What the task requires:
Return the records exactly as they appear below, omitting the pictures.

(Stored data entries)
________________________

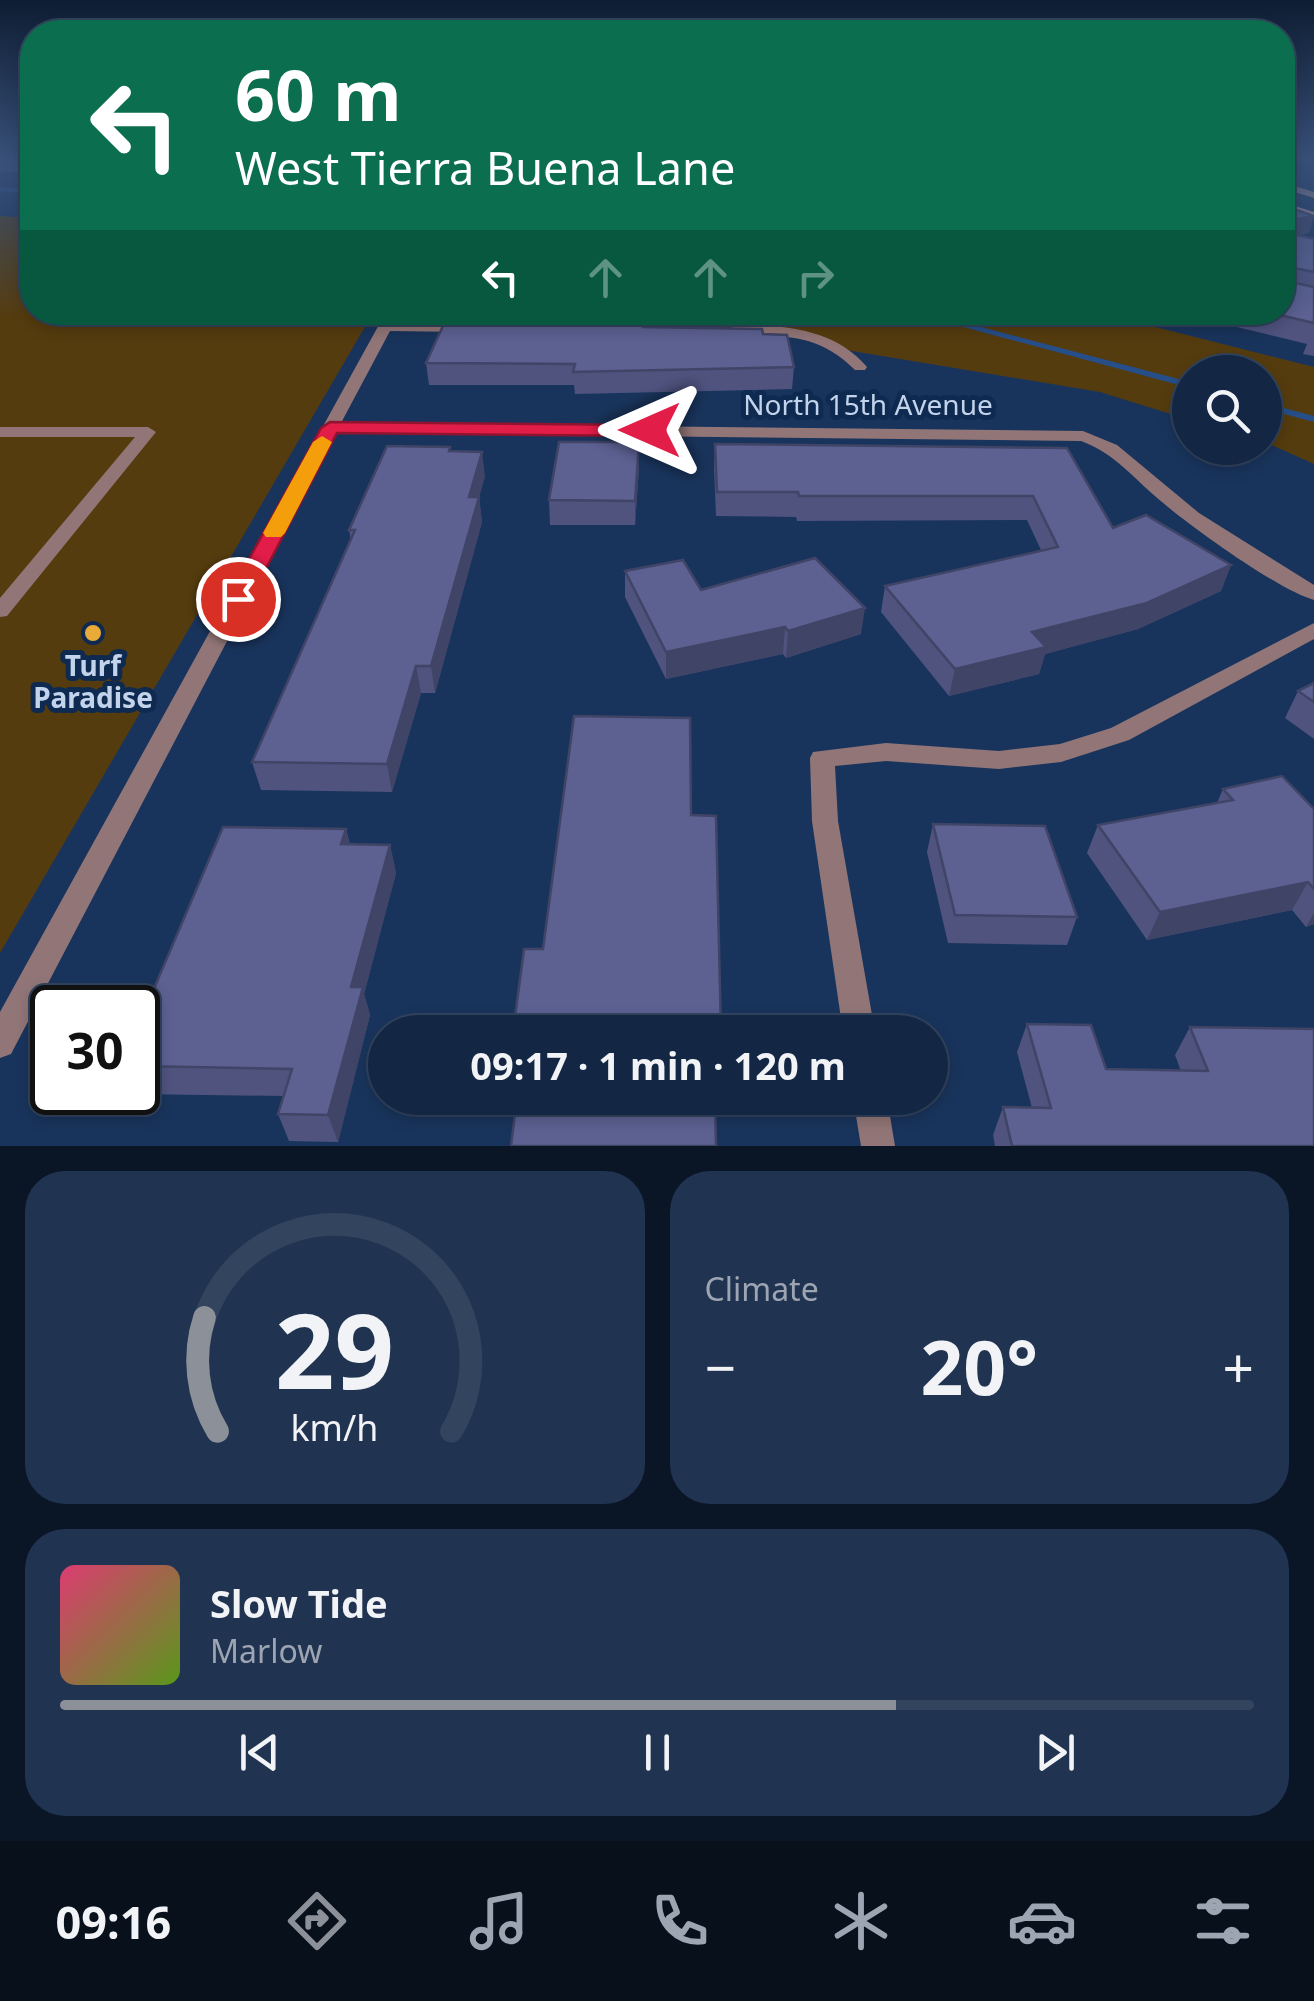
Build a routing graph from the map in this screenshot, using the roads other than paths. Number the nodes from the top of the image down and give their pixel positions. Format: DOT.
graph roads {
  1 [pos="386,325"];
  2 [pos="453,325"];
  3 [pos="491,328"];
  4 [pos="720,328"];
  5 [pos="860,367"];
  6 [pos="330,428"];
  7 [pos="0,432"];
  8 [pos="1314,594"];
  9 [pos="0,611"];
  10 [pos="1314,630"];
  11 [pos="857,1015"];
  12 [pos="0,1043"];
  13 [pos="873,1115"];
  14 [pos="878,1146"];
  1 -- 6 [label="street"];
  2 -- 3 [label="street"];
  4 -- 5 [label="street"];
  6 -- 8 [label="street, North 15th Avenue"];
  6 -- 12 [label="street"];
  7 -- 9 [label="street"];
  10 -- 11 [label="street"];
  13 -- 14 [label="street"];
}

________________________

Task result:
Build a routing graph from the map in this screenshot, using the roads other than paths. Number the nodes from the top of the image down and give their pixel positions. Format: DOT.
graph roads {
  1 [pos="386,325"];
  2 [pos="453,325"];
  3 [pos="491,328"];
  4 [pos="720,328"];
  5 [pos="860,367"];
  6 [pos="330,428"];
  7 [pos="0,432"];
  8 [pos="1314,594"];
  9 [pos="0,611"];
  10 [pos="1314,630"];
  11 [pos="857,1015"];
  12 [pos="0,1043"];
  13 [pos="873,1115"];
  14 [pos="878,1146"];
  1 -- 6 [label="street"];
  2 -- 3 [label="street"];
  4 -- 5 [label="street"];
  6 -- 8 [label="street, North 15th Avenue"];
  6 -- 12 [label="street"];
  7 -- 9 [label="street"];
  10 -- 11 [label="street"];
  13 -- 14 [label="street"];
}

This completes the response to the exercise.